Outra pesquisa do IBGE, divulgada em julho, diz que em 2018 a Bahia está com 12,6% da população com 60 anos ou mais, contra 13,4% no país, e deve chegar a 2060 mais envelhecida que a média, com 34,5% da população idosa, frente a 32,2% do Brasil.Procurada, a Secretaria de Saúde da Bahia (Sesab) informou que não iria se manifestar.  Sem variação Uma pessoa idosa que tivesse 65 anos na Bahia em 2017 tinha esperança de viver, em média, mais 18,1 anos (18 anos, 1 mês e 6 dias), chegando aos 83,1 anos (83 anos, 1 mês e 6 dias). Esse indicador praticamente não variou em relação a 2016, quando era de mais 18 anos.

O ganho bem discreto de um ano para o outro é devido à estabilidade na sobrevida estimada para os homens, que se manteve em mais 16,1 anos (16 anos, 1 mês e 6 dias), mesma de 2016, chegando, portanto, aos 81,1 anos (81 anos, 1 mês e 6 dias).

Já para as mulheres baianas de 65 anos, a sobrevida esperada, que já era mais elevada que a masculina em 2016, cresceu em quase 3 meses em 2017, passando de 19,7 anos (19 anos, 8 meses e 12 dias) para 19,9 anos (19 anos, 10 meses e 24 dias). Chegou, assim, a 84,9 anos (84 anos, 10 meses e 24 dias), quase 4 anos maior que a masculina.

Para os idosos com 65 anos de idade em 2017, a maior sobrevida esperada era encontrada no Espírito Santo: mais 20,3 anos no total, sendo mais 18,3 anos para os homens e mais 22,0 anos para as mulheres.  Diminuição da mortalidade Entre 1980 e 2017, chance de uma pessoa de 60 anos chegar aos 80, na Bahia, cresceu quase 90% (+88,5%), e mais da metade dos idosos passaram a ter essa possibilidade de viver mais.

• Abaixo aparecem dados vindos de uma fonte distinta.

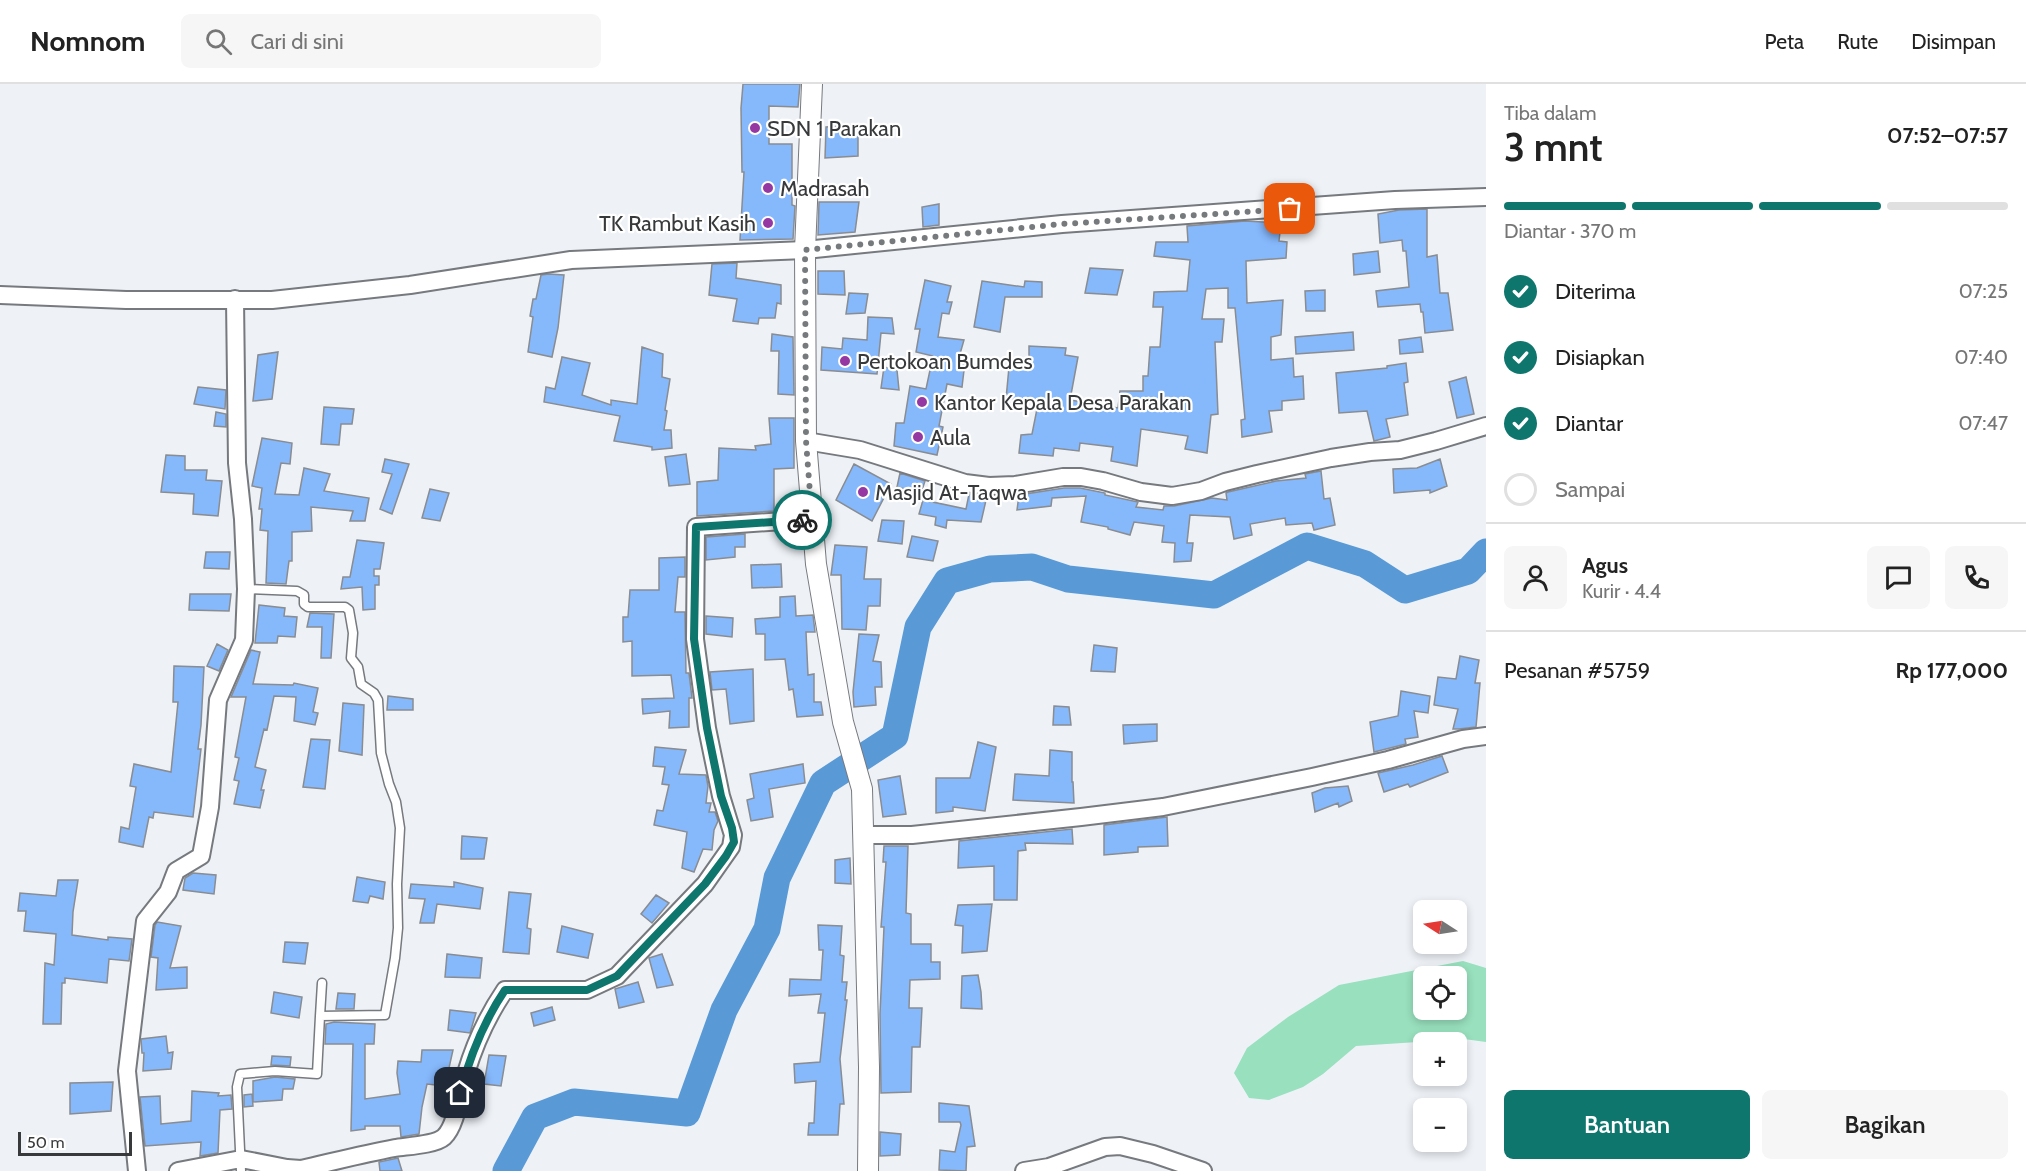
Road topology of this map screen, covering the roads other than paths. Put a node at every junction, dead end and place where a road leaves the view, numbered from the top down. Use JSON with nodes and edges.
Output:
{"nodes":[{"id":1,"x":812,"y":84,"type":"edge"},
{"id":2,"x":1486,"y":197,"type":"edge"},
{"id":3,"x":805,"y":250,"type":"junction"},
{"id":4,"x":0,"y":295,"type":"edge"},
{"id":5,"x":235,"y":299,"type":"junction"},
{"id":6,"x":1486,"y":426,"type":"edge"},
{"id":7,"x":806,"y":441,"type":"junction"},
{"id":8,"x":812,"y":519,"type":"junction"},
{"id":9,"x":246,"y":589,"type":"junction"},
{"id":10,"x":1486,"y":736,"type":"edge"},
{"id":11,"x":862,"y":835,"type":"junction"},
{"id":12,"x":322,"y":983,"type":"dead end"},
{"id":13,"x":320,"y":1016,"type":"junction"},
{"id":14,"x":241,"y":1165,"type":"edge"},
{"id":15,"x":137,"y":1171,"type":"edge"},
{"id":16,"x":178,"y":1171,"type":"edge"},
{"id":17,"x":868,"y":1171,"type":"edge"},
{"id":18,"x":1024,"y":1171,"type":"edge"},
{"id":19,"x":1203,"y":1171,"type":"edge"}],
"edges":[{"from":1,"to":3,"type":"street"},
{"from":2,"to":3,"type":"street"},
{"from":3,"to":5,"type":"street"},
{"from":3,"to":7,"type":"street"},
{"from":4,"to":5,"type":"street"},
{"from":5,"to":9,"type":"street"},
{"from":6,"to":7,"type":"street"},
{"from":7,"to":8,"type":"street"},
{"from":8,"to":11,"type":"street"},
{"from":8,"to":14,"type":"street"},
{"from":9,"to":13,"type":"lane"},
{"from":9,"to":15,"type":"street"},
{"from":10,"to":11,"type":"street"},
{"from":11,"to":17,"type":"street"},
{"from":12,"to":13,"type":"lane"},
{"from":13,"to":14,"type":"lane"},
{"from":14,"to":16,"type":"street"},
{"from":18,"to":19,"type":"street"}]}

Na análise do IBGE, a diminuição da mortalidade nas idades mais avançadas fez com que a probabilidade de sobrevivência entre 60 e 80 anos tivessem aumentos consideráveis entre 1980 e 2017 em todos os estados.

Na Bahia a probabilidade de uma pessoa de 60 anos chegar aos 80 aumentou 88,5% nesse período. Em 1980, 304 idosos a cada mil viveriam até os 80 anos de idade. Em 2017, esse número chegou a 573 por mil, mais da metade, redução média de 209 mortes por mil idosos de 60 anos, em 27 anos.

Foi um aumento de sobrevida proporcionalmente maior que a média nacional. No Brasil como um todo, a probabilidade de um idoso de 60 anos chegar aos 80 passou de 344 por mil em 1980 para 594 por mil em 2017, crescendo 72,7%, o que representou menos 250 mortes por mil no período.